A faithful copy of the listing below is required.
···
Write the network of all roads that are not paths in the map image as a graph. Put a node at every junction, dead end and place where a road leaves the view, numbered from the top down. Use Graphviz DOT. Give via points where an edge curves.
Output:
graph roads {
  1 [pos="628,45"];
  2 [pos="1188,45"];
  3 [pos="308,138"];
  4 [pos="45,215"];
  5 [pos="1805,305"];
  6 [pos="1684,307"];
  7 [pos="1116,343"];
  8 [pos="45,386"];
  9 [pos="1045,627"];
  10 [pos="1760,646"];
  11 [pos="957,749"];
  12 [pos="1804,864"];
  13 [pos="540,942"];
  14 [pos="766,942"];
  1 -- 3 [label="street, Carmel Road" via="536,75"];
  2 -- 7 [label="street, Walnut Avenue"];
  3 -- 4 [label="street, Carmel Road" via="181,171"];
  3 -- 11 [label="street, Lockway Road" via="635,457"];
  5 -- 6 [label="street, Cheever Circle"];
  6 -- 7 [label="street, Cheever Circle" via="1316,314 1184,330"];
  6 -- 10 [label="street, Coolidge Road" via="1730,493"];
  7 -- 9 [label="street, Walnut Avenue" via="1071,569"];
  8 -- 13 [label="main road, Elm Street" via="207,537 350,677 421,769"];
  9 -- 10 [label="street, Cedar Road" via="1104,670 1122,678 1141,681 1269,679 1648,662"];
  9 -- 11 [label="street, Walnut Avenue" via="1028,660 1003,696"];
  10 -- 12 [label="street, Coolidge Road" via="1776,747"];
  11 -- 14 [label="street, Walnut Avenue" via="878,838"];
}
···
Answer for the task:
Write the network of all roads that are not paths in the map image as a graph. Put a node at every junction, dead end and place where a road leaves the view, numbered from the top down. Use Graphviz DOT. Give via points where an edge curves.
Output:
graph roads {
  1 [pos="628,45"];
  2 [pos="1188,45"];
  3 [pos="308,138"];
  4 [pos="45,215"];
  5 [pos="1805,305"];
  6 [pos="1684,307"];
  7 [pos="1116,343"];
  8 [pos="45,386"];
  9 [pos="1045,627"];
  10 [pos="1760,646"];
  11 [pos="957,749"];
  12 [pos="1804,864"];
  13 [pos="540,942"];
  14 [pos="766,942"];
  1 -- 3 [label="street, Carmel Road" via="536,75"];
  2 -- 7 [label="street, Walnut Avenue"];
  3 -- 4 [label="street, Carmel Road" via="181,171"];
  3 -- 11 [label="street, Lockway Road" via="635,457"];
  5 -- 6 [label="street, Cheever Circle"];
  6 -- 7 [label="street, Cheever Circle" via="1316,314 1184,330"];
  6 -- 10 [label="street, Coolidge Road" via="1730,493"];
  7 -- 9 [label="street, Walnut Avenue" via="1071,569"];
  8 -- 13 [label="main road, Elm Street" via="207,537 350,677 421,769"];
  9 -- 10 [label="street, Cedar Road" via="1104,670 1122,678 1141,681 1269,679 1648,662"];
  9 -- 11 [label="street, Walnut Avenue" via="1028,660 1003,696"];
  10 -- 12 [label="street, Coolidge Road" via="1776,747"];
  11 -- 14 [label="street, Walnut Avenue" via="878,838"];
}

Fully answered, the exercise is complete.